In ancient Japan, Nihonshu is exceptionally used as sacred alcohol called Omiki at religious ceremonies by selected nobles only. Later, people in general started consuming Nihonshu at special occasions along Shinto such as the New Year celebration, wedding ceremony, festival and funeral. In recent years, Nihonshu became more popular widely among the general public from young women to old men. In last decades, Nihonshu is exported to overseas and enjoyed by lots of people worldwide.
In the old time, Kyushu island (Southwest island of Japan), it was very difficult to make good Sake under its warm climate. In 16th century, a spirit and distilling method were introduced from Ryukyu (Okinawa) and Asia through the trading. Shochu made from this area’s local products such as sweet potato and barley was initiated under new introduced distilling method of alcohol. Recently, new types of Shochu made from rice, brown sugar and buckwheat were invented.

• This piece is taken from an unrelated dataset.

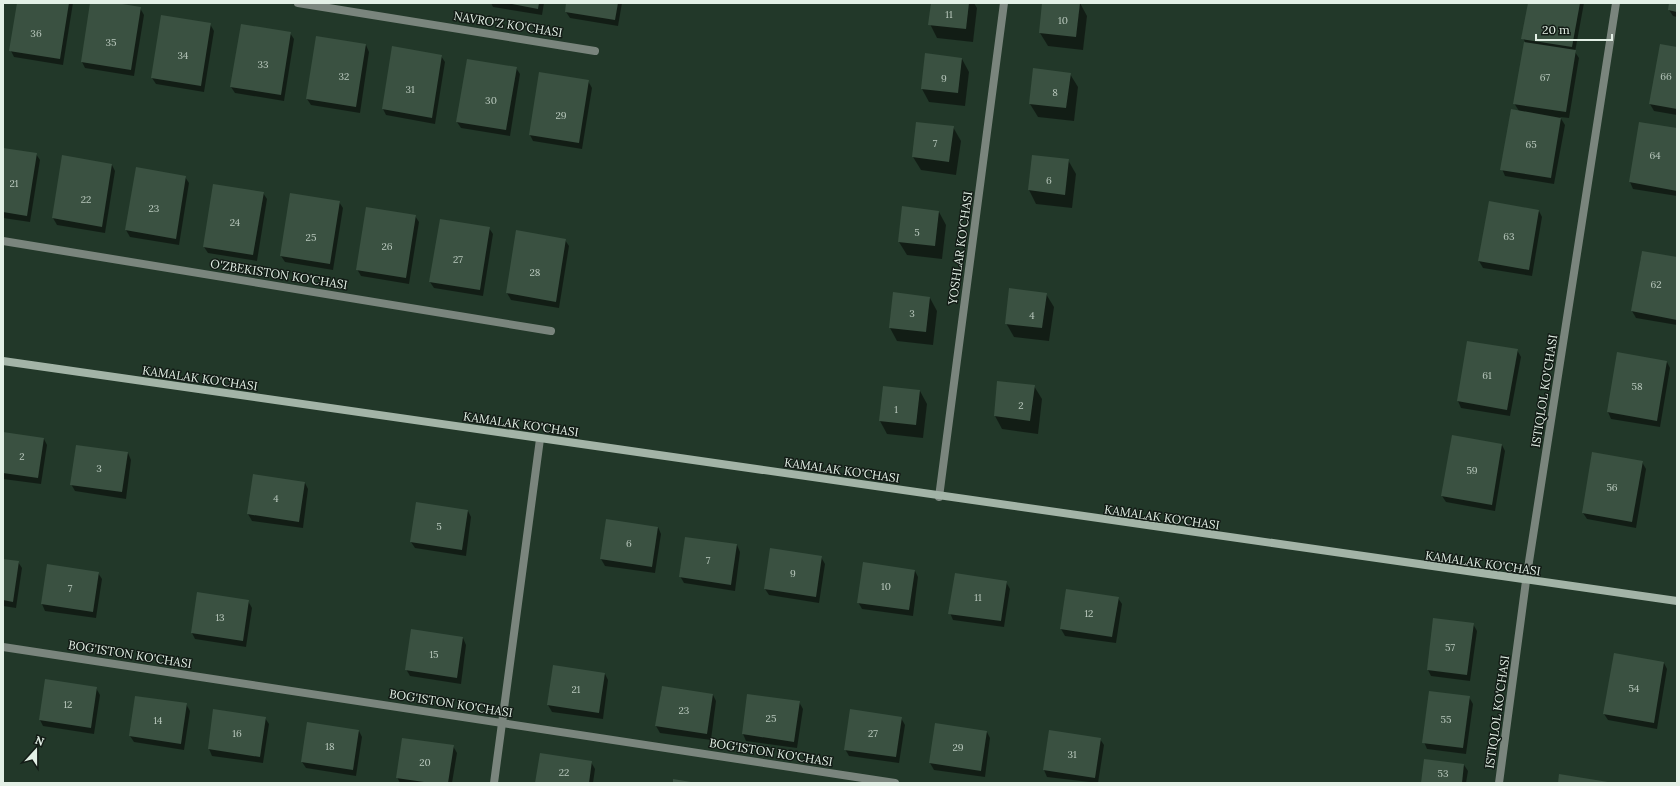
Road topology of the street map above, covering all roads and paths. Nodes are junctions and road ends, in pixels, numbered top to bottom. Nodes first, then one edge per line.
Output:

In early 15th century, distilling alcohol was introduced to Ryukyu (Okinawa at present) from Siam (Thailand at present) through their trading. In late 15th century, a distilling method of alcohol was also introduced to Ryukyu and their own style spirit Awamori was invented as the oldest distilled alcohol beverage in Japanese history. Awamori was imported to Japan and China and loved for its unique taste. Awamori and its method of production were introduced to Kyushu and it was the origin of Kyushu style spirit, Shochu.